- _Exercise brief_
Every line of the records below that has the word "place" should be copied.

- _Exercise data_
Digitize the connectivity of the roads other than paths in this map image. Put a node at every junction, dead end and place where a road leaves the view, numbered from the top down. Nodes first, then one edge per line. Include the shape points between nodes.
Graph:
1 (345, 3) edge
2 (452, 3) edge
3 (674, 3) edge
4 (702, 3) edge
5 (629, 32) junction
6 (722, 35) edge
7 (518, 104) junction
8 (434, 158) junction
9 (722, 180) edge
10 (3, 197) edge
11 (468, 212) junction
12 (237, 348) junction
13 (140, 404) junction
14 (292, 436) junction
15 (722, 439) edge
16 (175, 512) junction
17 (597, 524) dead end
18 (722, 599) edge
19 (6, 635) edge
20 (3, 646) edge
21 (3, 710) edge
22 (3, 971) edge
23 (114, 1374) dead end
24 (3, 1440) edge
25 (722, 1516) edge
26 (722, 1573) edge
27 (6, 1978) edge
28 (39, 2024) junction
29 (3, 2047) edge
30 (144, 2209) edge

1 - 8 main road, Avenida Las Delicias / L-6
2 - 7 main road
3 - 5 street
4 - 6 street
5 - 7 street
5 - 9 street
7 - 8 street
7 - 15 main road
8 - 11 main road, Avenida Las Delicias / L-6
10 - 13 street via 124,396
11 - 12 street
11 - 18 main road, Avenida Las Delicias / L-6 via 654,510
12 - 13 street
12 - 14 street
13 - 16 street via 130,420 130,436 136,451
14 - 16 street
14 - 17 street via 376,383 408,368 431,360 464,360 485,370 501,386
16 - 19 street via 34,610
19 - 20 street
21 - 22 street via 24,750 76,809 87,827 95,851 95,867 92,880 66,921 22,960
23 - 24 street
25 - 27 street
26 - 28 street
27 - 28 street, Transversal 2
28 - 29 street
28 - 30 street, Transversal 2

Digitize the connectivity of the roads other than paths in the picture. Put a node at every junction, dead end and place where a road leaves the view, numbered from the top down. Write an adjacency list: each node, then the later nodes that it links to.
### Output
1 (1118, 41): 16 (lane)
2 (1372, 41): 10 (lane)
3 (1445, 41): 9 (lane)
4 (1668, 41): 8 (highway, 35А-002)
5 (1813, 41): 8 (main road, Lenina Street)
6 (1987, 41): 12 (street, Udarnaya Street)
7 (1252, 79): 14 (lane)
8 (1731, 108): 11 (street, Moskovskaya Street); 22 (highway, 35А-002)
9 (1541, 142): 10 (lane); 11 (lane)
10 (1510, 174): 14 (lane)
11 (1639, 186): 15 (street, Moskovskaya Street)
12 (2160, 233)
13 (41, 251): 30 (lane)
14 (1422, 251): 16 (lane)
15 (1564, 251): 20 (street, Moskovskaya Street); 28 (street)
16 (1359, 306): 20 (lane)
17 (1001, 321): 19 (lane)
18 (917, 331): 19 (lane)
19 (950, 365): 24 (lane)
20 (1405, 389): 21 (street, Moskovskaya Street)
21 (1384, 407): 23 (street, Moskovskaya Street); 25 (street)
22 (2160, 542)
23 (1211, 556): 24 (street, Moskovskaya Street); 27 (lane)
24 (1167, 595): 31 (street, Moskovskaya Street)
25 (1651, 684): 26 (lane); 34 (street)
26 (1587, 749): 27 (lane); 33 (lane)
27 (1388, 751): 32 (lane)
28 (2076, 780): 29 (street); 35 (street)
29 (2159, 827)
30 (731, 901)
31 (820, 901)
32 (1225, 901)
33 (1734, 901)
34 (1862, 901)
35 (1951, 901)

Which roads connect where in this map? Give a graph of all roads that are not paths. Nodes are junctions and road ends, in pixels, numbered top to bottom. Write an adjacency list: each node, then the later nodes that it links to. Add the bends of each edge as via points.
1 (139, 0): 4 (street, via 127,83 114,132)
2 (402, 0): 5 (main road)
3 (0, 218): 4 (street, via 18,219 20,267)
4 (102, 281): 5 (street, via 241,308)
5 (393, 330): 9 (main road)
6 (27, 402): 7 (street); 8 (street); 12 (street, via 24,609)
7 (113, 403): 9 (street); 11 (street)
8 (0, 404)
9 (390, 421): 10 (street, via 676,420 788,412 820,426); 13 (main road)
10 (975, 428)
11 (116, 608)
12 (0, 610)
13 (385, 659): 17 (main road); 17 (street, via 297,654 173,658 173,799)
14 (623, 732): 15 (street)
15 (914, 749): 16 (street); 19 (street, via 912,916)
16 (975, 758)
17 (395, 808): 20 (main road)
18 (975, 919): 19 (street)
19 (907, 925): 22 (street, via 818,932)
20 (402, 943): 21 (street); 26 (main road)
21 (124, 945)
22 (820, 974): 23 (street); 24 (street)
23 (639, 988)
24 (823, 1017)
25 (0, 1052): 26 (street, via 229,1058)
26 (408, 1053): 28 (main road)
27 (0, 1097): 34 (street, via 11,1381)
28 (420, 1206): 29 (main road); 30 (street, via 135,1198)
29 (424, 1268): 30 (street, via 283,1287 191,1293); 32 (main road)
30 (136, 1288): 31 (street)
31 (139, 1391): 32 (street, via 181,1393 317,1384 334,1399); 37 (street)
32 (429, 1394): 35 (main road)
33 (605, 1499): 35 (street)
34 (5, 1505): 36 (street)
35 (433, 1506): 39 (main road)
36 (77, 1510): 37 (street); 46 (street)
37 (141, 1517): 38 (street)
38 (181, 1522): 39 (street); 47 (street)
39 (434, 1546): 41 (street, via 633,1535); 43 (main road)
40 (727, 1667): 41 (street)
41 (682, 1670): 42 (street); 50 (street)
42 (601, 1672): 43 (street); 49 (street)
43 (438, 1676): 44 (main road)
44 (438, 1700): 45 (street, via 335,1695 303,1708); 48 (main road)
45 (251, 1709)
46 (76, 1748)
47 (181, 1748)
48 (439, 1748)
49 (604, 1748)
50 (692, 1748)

- _Solution below_
Digitize the connectivity of the roads other than paths in this map image. Put a node at every junction, dead end and place where a road leaves the view, numbered from the top down. Nodes first, then one edge per line. Include the shape points between nodes.
Digitize the connectivity of the roads other than paths in the picture. Put a node at every junction, dead end and place where a road leaves the view, numbered from the top down. Write an adjacency list: each node, then the later nodes that it links to.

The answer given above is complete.